Generex is engaged in the research, development, and commercialization of drug delivery systems and technologies. Generex has developed a proprietary platform technology for the delivery of drugs into the human body through the oral cavity (with no deposit in the lungs). The Company's proprietary liquid formulations allow drugs typically administered by injection to be absorbed into the body by the lining of the inner mouth using the Company's proprietary RapidMist device. he Company's flagship product, oral insulin (Generex Oral-lyn), which is available for sale in Ecuador for the treatment of patients with Type-1 and Type-2 diabetes and which was approved for sale in India in October 2007, is in various stages of clinical development around the world. For more information, visit the Generex website at www.generex.com.
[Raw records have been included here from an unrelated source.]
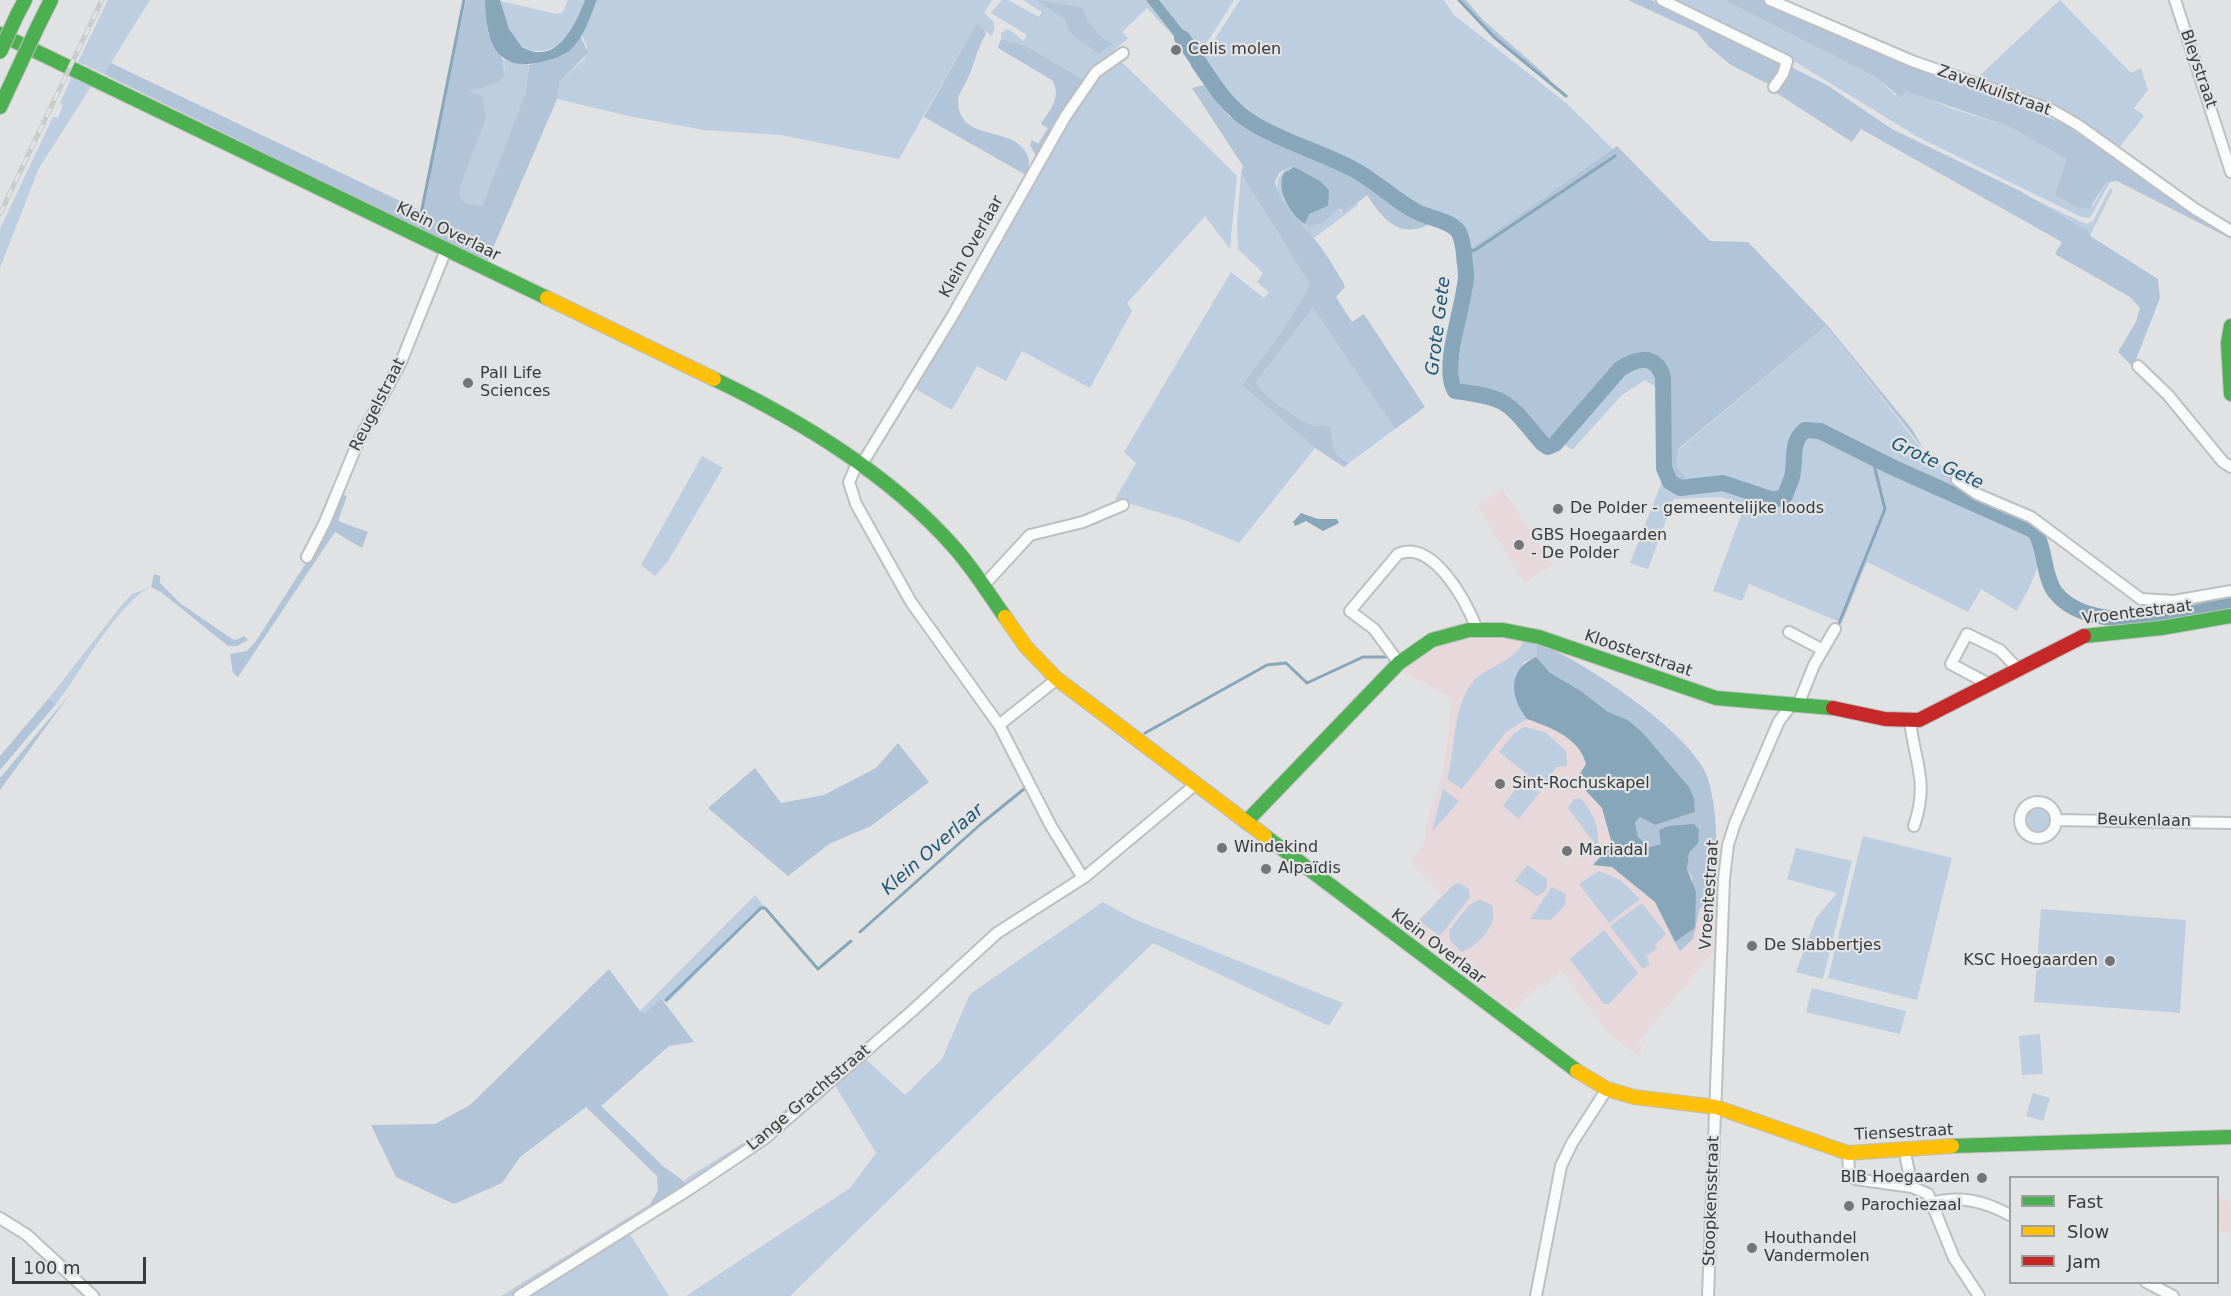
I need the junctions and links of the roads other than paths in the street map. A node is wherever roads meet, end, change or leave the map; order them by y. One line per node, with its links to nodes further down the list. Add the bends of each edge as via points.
1 (25, 0): 7 (main road, bridge)
2 (51, 0): 10 (main road, bridge)
3 (1662, 0): 9 (street, via 1787,61 1784,74)
4 (1770, 0): 12 (street, Zavelkuilstraat, via 1903,57 2052,110)
5 (2175, 0): 11 (street, Bleystraat)
6 (0, 34): 13 (main road, Klein Overlaar)
7 (0, 52)
8 (1123, 52): 17 (street, Klein Overlaar, via 1096,72 1065,117 953,315 865,459)
9 (1773, 87)
10 (0, 107)
11 (2231, 172)
12 (2231, 231)
13 (446, 250): 17 (main road, Klein Overlaar, via 765,405); 21 (street, Reugelstraat, via 401,362 358,441 326,522)
14 (2231, 326): 16 (main road)
15 (2138, 366): 18 (street)
16 (2231, 394)
17 (857, 464): 22 (main road, Klein Overlaar, via 952,545); 35 (street, via 850,475 850,488 895,575 927,628)
18 (2231, 467)
19 (1957, 480): 23 (street, via 1977,494 2031,517 2141,599 2174,601)
20 (1123, 505): 22 (street, via 1074,525 1029,535)
21 (307, 557)
22 (983, 586): 31 (main road, Klein Overlaar, via 1012,632)
23 (2231, 591)
24 (2231, 616): 30 (main road, Vroentestraat, via 2161,628 2089,633)
25 (1477, 629): 29 (main road, Kloosterstraat, via 1438,637); 29 (street, via 1436,564 1419,551 1406,550 1398,554 1350,611 1374,629); 33 (main road, Kloosterstraat, via 1525,633 1717,698)
26 (1835, 629): 28 (street, Vroentestraat)
27 (1789, 632): 28 (street)
28 (1823, 650): 33 (street, Vroentestraat)
29 (1399, 663): 38 (main road, Kloosterstraat)
30 (2018, 669): 32 (main road, Vroentestraat); 32 (street, via 2000,650 1967,634 1950,664)
31 (1057, 679): 35 (street); 36 (main road, Klein Overlaar)
32 (1989, 684): 34 (main road, Vroentestraat)
33 (1794, 706): 34 (main road, Vroentestraat); 43 (street, Vroentestraat, via 1779,721 1728,845)
34 (1910, 721): 40 (street, via 1923,784)
35 (999, 725): 41 (street, via 1050,826)
36 (1196, 784): 38 (main road, Klein Overlaar); 41 (street, Lange Grachtstraat)
37 (2056, 820): 39 (street, Beukenlaan)
38 (1246, 822): 42 (main road, Klein Overlaar, via 1535,1041)
39 (2231, 823)
40 (1914, 826)
41 (1083, 878): 54 (street, Lange Grachtstraat, via 997,933 764,1139)
42 (1607, 1089): 43 (main road, Tiensestraat, via 1634,1097); 55 (street, via 1561,1166)
43 (1716, 1107): 45 (main road, Tiensestraat); 56 (street, Stoopkensstraat)
44 (2231, 1137): 45 (main road, Tiensestraat, via 2001,1143)
45 (1848, 1153): 47 (street, via 1848,1170 1855,1179)
46 (1906, 1158): 47 (street)
47 (1912, 1188): 48 (street, via 1928,1194)
48 (1931, 1203): 49 (street, via 1951,1197 1982,1202); 52 (street, via 1954,1258)
49 (2009, 1215)
50 (0, 1218): 53 (street, via 27,1235)
51 (2150, 1284): 57 (street)
52 (1977, 1295)
53 (93, 1296)
54 (519, 1296)
55 (1536, 1296)
56 (1708, 1296)
57 (2174, 1296)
Safe Harbor Statement: This release and oral statements made from time to time by Generex representatives concerning the same subject matter may contain ``forward-looking statements'' within the meaning of the Private Securities Litigation Reform Act of 1995. These statements can be identified by introductory words such as ``expects,'' ``plans,'' ``intends,'' ``believes,'' ``will,'' ``estimates,'' ``forecasts,'' ``projects'' or words of similar meaning, and by the fact that they do not relate strictly to historical or current facts. Forward-looking statements frequently are used in discussing potential product applications, potential collaborations, product development activities, clinical studies, regulatory submissions and approvals, and similar operating matters. Many factors may cause actual results to differ from forward-looking statements, including inaccurate assumptions and a broad variety of risks and uncertainties, some of which are known and others of which are not. Known risks and uncertainties include those identified from time to time in the reports filed by Generex with the Securities and Exchange Commission, which should be considered together with any forward-looking statement. No forward-looking statement is a guarantee of future results or events, and one should avoid placing undue reliance on such statements. Generex undertakes no obligation to update publicly any forward-looking statements, whether as a result of new information, future events or otherwise. Generex cannot be sure when or if it will be permitted by regulatory agencies to undertake additional clinical trials or to commence any particular phase of clinical trials. Because of this, statements regarding the expected timing of clinical trials cannot be regarded as actual predictions of when Generex will obtain regulatory approval for any ``phase'' of clinical trials. Generex claims the protection of the safe harbor for forward-looking statements that is contained in the Private Securities Litigation Reform Act.